- The Mondeo will be phased out in March 2022
- Ford launched the large family car in 1993 as a replacement for the ageing Sierra
- The Mondeo was initially a huge hit but sales have slumped in recent years as SUVs have become the must-have family car
It's the end of the road for the Mondeo. Ford has confirmed that its large family car will be phased out and replaced with a new range of electric vehicles. The last Mondeo will roll off the production line in Valencia, Spain in March 2022.
Ford says the decision to axe the Mondeo has been driven by falling sales, with buyer demand shifting to SUVs and crossovers. In 2020, 39% of Ford’s passenger vehicle sales were SUVs and crossovers – up eight percentage points from 2019.
The part of the large car market that Mondeo competes in has declined by 80% over the past 20 years, according to Ford, but the S-MAX and Galaxy will continue, with new hybrid engines being added this year.
The Mondeo has all-hybrid petrol engines and low emission diesels, but the overall Ford car range is transitioning to include all-electric options. Ford has said the Mondeo’s platform doesn't support a pure electric powertrain and the current model will not be replaced.
Ford predicts by mid-2026 100 per cent of its passenger vehicle range in the UK will be zero-emissions capable, all-electric or plug-in hybrid; moving to all-electric by 2030.
1992, the Ford Mondeo is born
It was the year Wet Wet Wet topped the charts, that Alan Shearer became the UK’s most expensive footballer, that Charles and Di separated, and we all had to pay 15% interest rates as the pound crashed out of Europe. But 1992 was also the year Ford launched one of the best-selling cars ever made: the Mondeo.
The Mondeo was masterminded by engineering genius Richard Parry-Jones - who would go on to lead the Focus, Puma and KA into production.
Unveiled on November 23, 1992 as a replacement for the Sierra, Ford's new family car became an instant hit and took the European Car of the Year title.
Journalists and drivers praised the Mondeo's styling, handling and value. It also had a quiet and spacious cabin, plus plenty of kit. Ford sold 90,000 cars in the Mondeo's first full year of production in 1993.
It was offered with a wide range of engine and trim options - the Zetecs were good, the V6 near-brilliant - and let's not forget that the Mondeo could also be equipped with traction control and four-wheel drive.
Later versions of the Mondeo would go on to appear in motorsport, with former F1 champion Nigel Mansell competing in the UK's touring car championship with the fast Ford.
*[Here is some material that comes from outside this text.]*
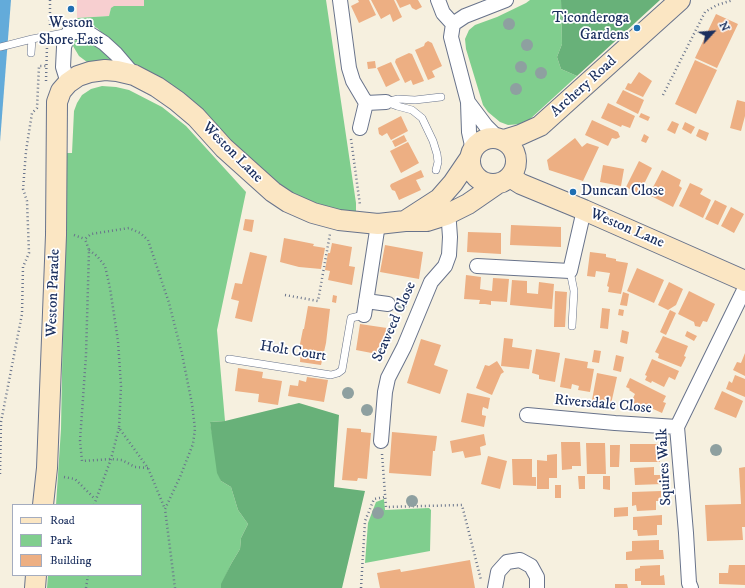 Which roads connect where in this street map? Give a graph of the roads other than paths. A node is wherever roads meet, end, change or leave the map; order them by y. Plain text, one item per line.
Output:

The Mondeo would also star in Daniel Craig's first James Bond film in 2006, Casino Royale.
The Mondeo's lasting cultural legacy, however, would come from the political sphere with former Prime Minister Tony Blair using the term ‘Mondeo Man’ to capture the 1990s' image of the self-made man of middle England, owning his own home, earning a decent wage, supporting his family – a swing voter looking to back the political party that put the most money in his pocket.